Which Roman Legal Concept Was Adopted by the Us Constitution


After some resistance from the patricians, a committee produced 12 bronze tablets, which together contained the first law of Rome. This code, called the Twelve Tables, contained important legal concepts such as: The Constitution of the Republic, although malleable and evolving, still had substantially entrenched norms. Institutions such as consuls, senate and tribunes developed considerably at the beginning of the republic, but remained relatively stable from the fourth century BC. Most of the actual political and administrative work was entrusted to the emperor. The founding of the empire was tantamount to a restoration of the old monarchy. The chief executive became the unchallenged power in the state, with the overwhelming dominance of the Senate, which, while receiving as an organ virtually all the authority previously held by the assemblies, also became nothing more than a stamp on the emperor. I`ve written before about the incredible collection of Roman legal resources at the Congressional Law Library. I have noted that references to Roman law have been made in arguments before and in decisions of U.S. courts, including the U.S. Supreme Court. In fact, the use and reference to Roman law by American courts is widely documented. An American law professor said that the use of Roman law by U.S. courts was “part and parcel of the broader jurisprudential process by which U.S.

jurists have resorted to find a line of reasoning that could be used to understand the case.” (Samuel J. Astorino, Roman Law in American Law: Twentieth Century Cases of the Supreme Court, 40 Duq. L. Rev. 627 (2002).) The two highest ordinary magistrates, consuls and praetors, had a kind of authority called empire (Latin for “command”). The Empire authorized a magistrate to command a military force. Consuls had a higher degree of empire than praetors. Consuls and praetors, as well as censors and aediles of curoul, were considered “Kurulic magistrates.” They sat on a Kurulian chair, a symbol of state power. Consuls and praetors were visited by bodyguards called lictors. The lictors wore fasces. The fasces, which consisted of a stick with an integrated axe, were symbols of the coercive power of the state. The Quaestors were not magistrates of curoul, but administrators and had little real power.

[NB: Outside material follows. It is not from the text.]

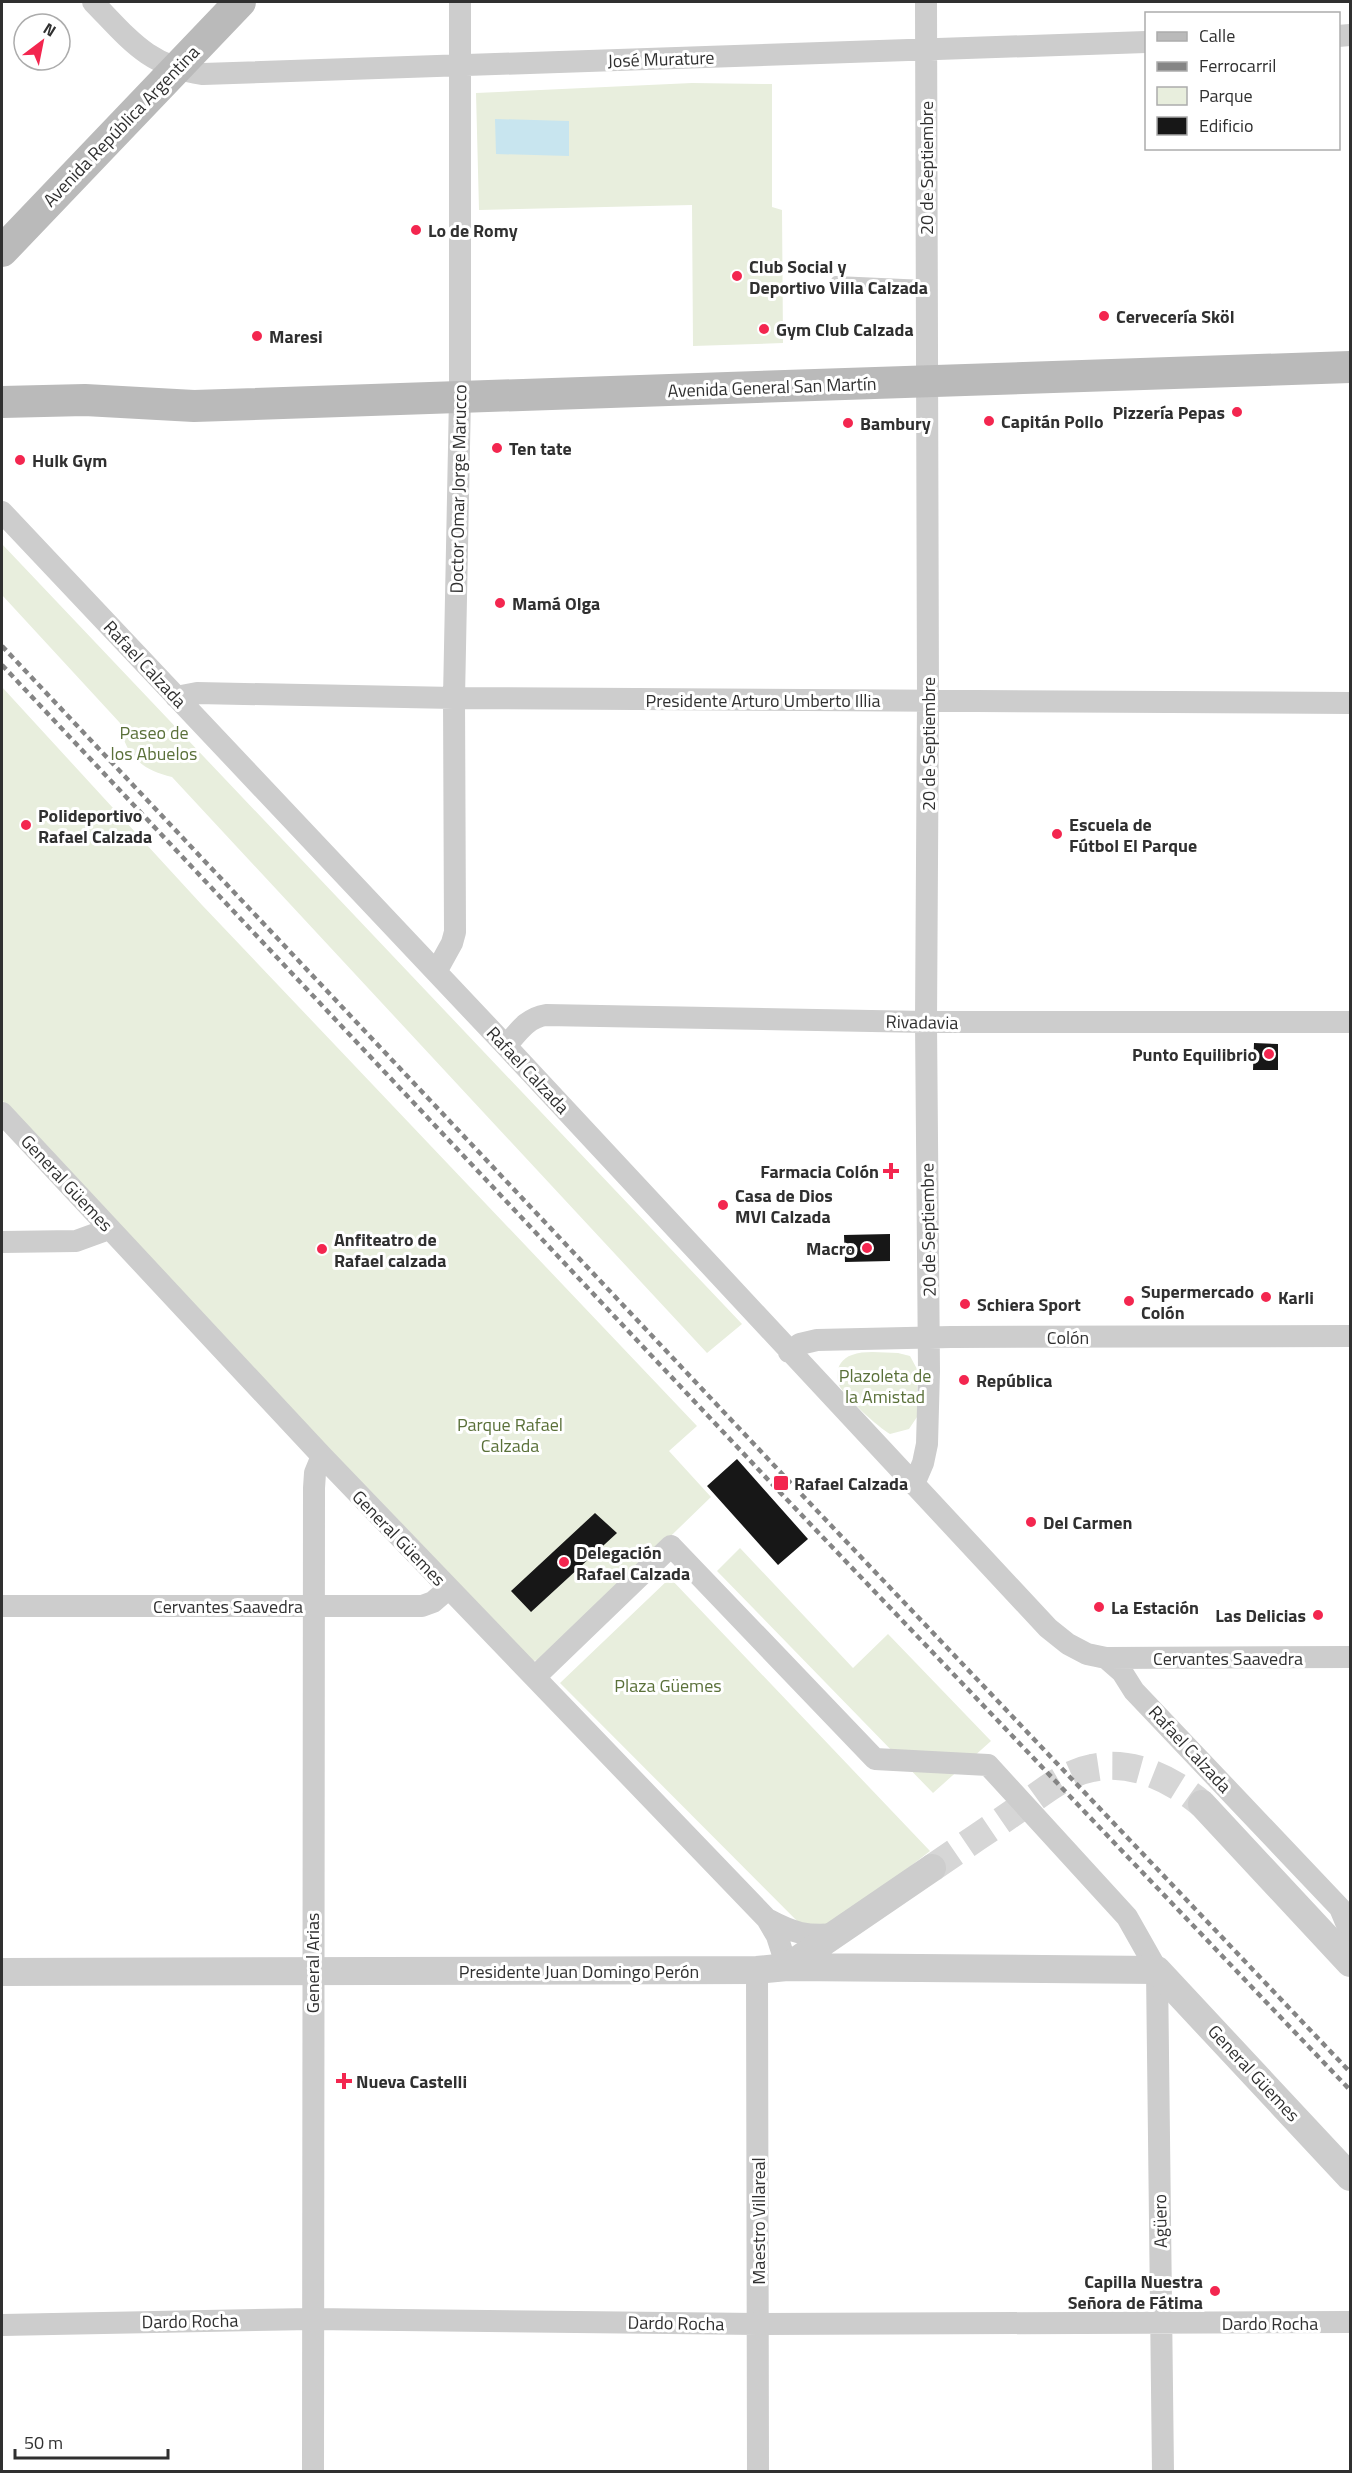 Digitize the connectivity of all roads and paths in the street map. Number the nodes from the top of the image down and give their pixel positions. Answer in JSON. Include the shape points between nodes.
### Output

The mayors were responsible for various municipal tasks, for example: When the Senate elected judges, the results of these elections were read to the assemblies. Sometimes the emperor submitted laws to the Comitia tributa for ratification. The assemblies ratified the laws until the reign of Emperor Domitian. After this period, the assemblies simply served as vehicles by which citizens organized themselves. Some 60 years after the founding of the Roman Republic, disgruntled plebeians demanded a written code of law and legal rights. The plebeians complained that government agencies and creditors could easily abuse the people because the laws were not written. Just because a father held the power of a dictator, he didn`t always have to act like one. In practice, many fathers willingly renounced their rights over their adult children.

When a girl married, she usually left her father`s control and came under her husband`s power. Fathers also emancipated themselves legally or freed their sons to become independent. There were two necessary elements for each assembly: (1) the convening magistrate and (2) the citizens in the assembly itself. The meetings did not attend or discuss the issues presented to them, they listened to the speakers` speakers.